Chancellor Rishi Sunak has revealed his replacement to the current Furlough scheme when it ends on 31 October. A new Jobs Support Scheme is being introduced on 1 November, and will run for six months. To be eligible employees would have to work a minimum of 33% of their hours. For the remaining hours not worked, the government and employer pay one-third wages each. So, employees working 33% of their hours will receive at least 77% of their pay. The chancellor explained that all small and medium-sized businesses will be eligible for the scheme, but note the government grant has been capped at £697.92 per month.
The Self-Employment Income Support scheme has also been extended, to support viable traders who face reduced demand over the winter months, covering 20% of average monthly trading profits via a government grant. The grant covers three months’ worth of profits covering the period from November 2020 to the end of January 2021, with a limit of £1,875. Another grant will be available to the self-employed to cover February 2021 to the end of April 2021.
The chancellor said businesses that have borrowed money through the government’s loan schemes have been given more time to repay the money. Time to pay has been extended from 6 to 10 years. This, stressed the chancellor, will cut monthly payment nearly in half.
The application deadline for all coronavirus loan schemes – including the future fund – has been extended to 30 November.
Any businesses struggling in the current climate can opt to make interest only repayments on theses loans for six months, or if they are really struggling can suspend payments for six months. Neither of these options will affect the businesses credit rating.

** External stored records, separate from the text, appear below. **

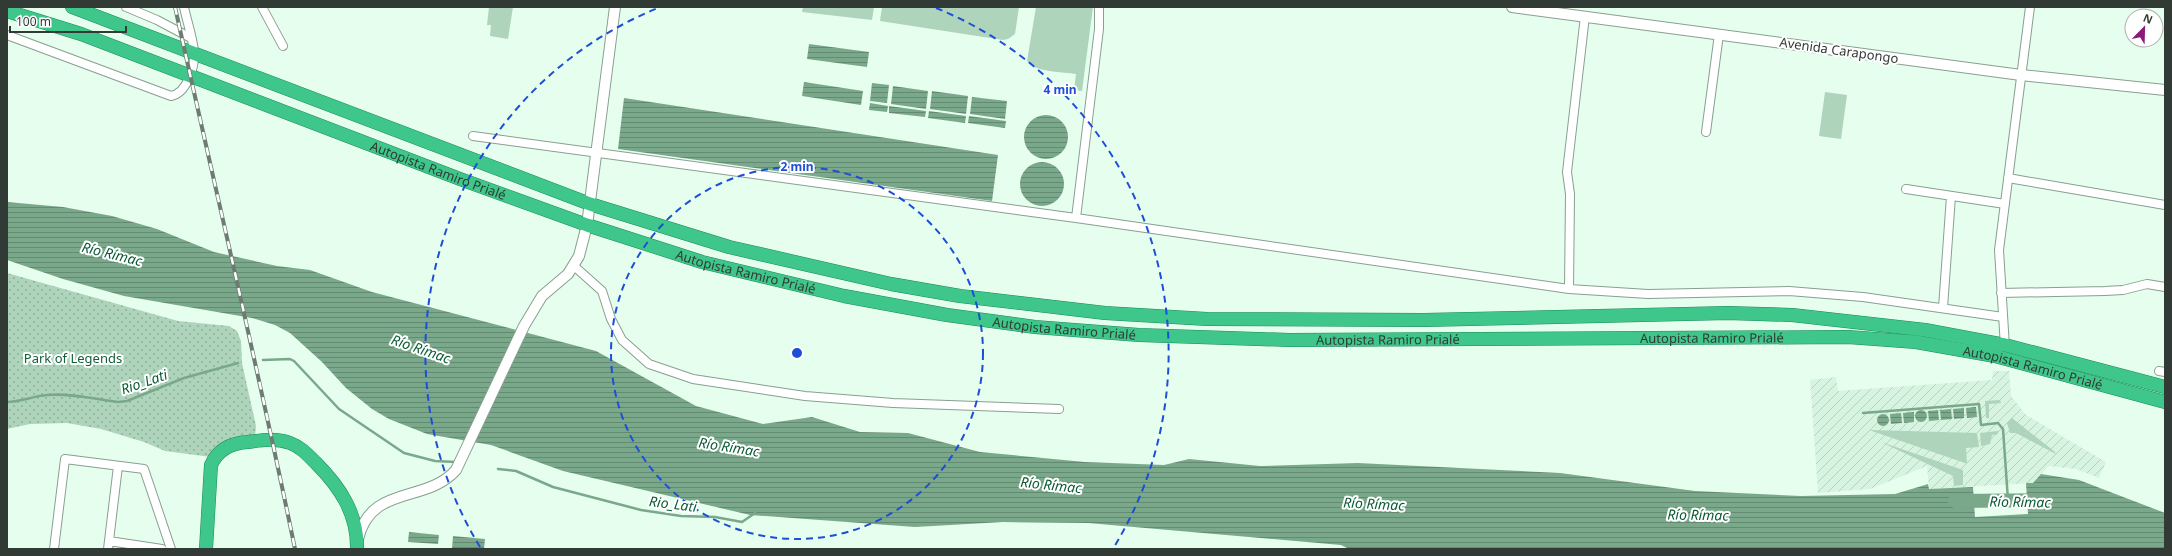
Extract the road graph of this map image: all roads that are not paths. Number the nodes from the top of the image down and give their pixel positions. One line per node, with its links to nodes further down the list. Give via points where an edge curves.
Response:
1 (72, 7): 15 (highway, Autopista Ramiro Prialé)
2 (126, 7): 13 (street)
3 (184, 7): 13 (street)
4 (262, 7): 14 (street)
5 (615, 7): 21 (street)
6 (1099, 7): 28 (street, via 1099,29)
7 (1512, 7): 10 (street, Avenida Carapongo)
8 (2030, 7): 16 (street)
9 (7, 11): 17 (highway, Autopista Ramiro Prialé, via 81,34)
10 (1585, 16): 11 (street, Avenida Carapongo); 32 (street, via 1567,172 1570,194)
11 (1719, 34): 16 (street, Avenida Carapongo); 19 (street)
12 (7, 35): 17 (street, via 166,95 177,95)
13 (190, 38): 15 (street)
14 (283, 46)
15 (194, 53): 17 (street); 25 (highway, Autopista Ramiro Prialé)
16 (2020, 75): 18 (street, Avenida Carapongo); 22 (street)
17 (190, 76): 29 (highway, Autopista Ramiro Prialé)
18 (2165, 90)
19 (1706, 132)
20 (473, 136): 21 (street)
21 (597, 153): 25 (street); 28 (street)
22 (2008, 178): 26 (street); 27 (street)
23 (1906, 189): 24 (street)
24 (1951, 196): 26 (street); 34 (street)
25 (590, 204): 29 (street); 36 (highway, Autopista Ramiro Prialé, via 729,247 839,274 960,296 1105,313 1207,319 1293,320 1792,315 1925,330)
26 (2005, 204): 33 (street, via 1999,250)
27 (2165, 205)
28 (1076, 218): 32 (street)
29 (587, 225): 30 (street); 37 (highway, Autopista Ramiro Prialé, via 702,262 844,296 947,315 1035,327 1139,335 1289,340 1848,337 1916,342)
30 (574, 266): 40 (street, via 602,290 611,319 622,340 649,364 693,379 805,396 901,403); 43 (street, via 542,296 524,326 456,470 440,484 390,499 378,506 365,521)
31 (2165, 287): 33 (street, via 2147,284 2105,292)
32 (1569, 289): 34 (street, via 1648,294 1789,291 1863,297)
33 (2001, 293): 35 (street)
34 (1943, 308): 35 (street)
35 (2003, 317): 36 (street)
36 (2005, 345): 37 (street); 38 (highway, Autopista Ramiro Prialé)
37 (2009, 360): 39 (highway, Autopista Ramiro Prialé)
38 (2165, 387)
39 (2165, 402)
40 (1059, 409)
41 (118, 466): 42 (street); 44 (street, via 65,459); 46 (street, via 144,469)
42 (108, 545): 45 (street)
43 (358, 545): 47 (highway, via 348,506 332,479 302,449 273,440 232,445 223,449 214,460)
44 (54, 549)
45 (162, 549)
46 (171, 549)
47 (206, 549)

Businesses who deferred their VAT will no longer have to pay a lump sum at the end of March next year. They will have the option of splitting it into smaller, interest free payments over the course of 11 months – this should benefit up to 500,000 businesses.
Self-assessment income taxpayers who need extra help can also extend their outstanding tax bill over 12 months from January, meaning they can defer their tax payments to January 2022.
The VAT cut for hospitality and tourism companies has been extended to March next year. The cut of 20% to 5% VAT was due to end on 12 January 2021.
- The Treasury has also announced the Autumn Budget has been scrapped altogether. There will, however, be a spending review to set out the overall shape of government spending. The Budget will now not take place until early 2021 at the earliest.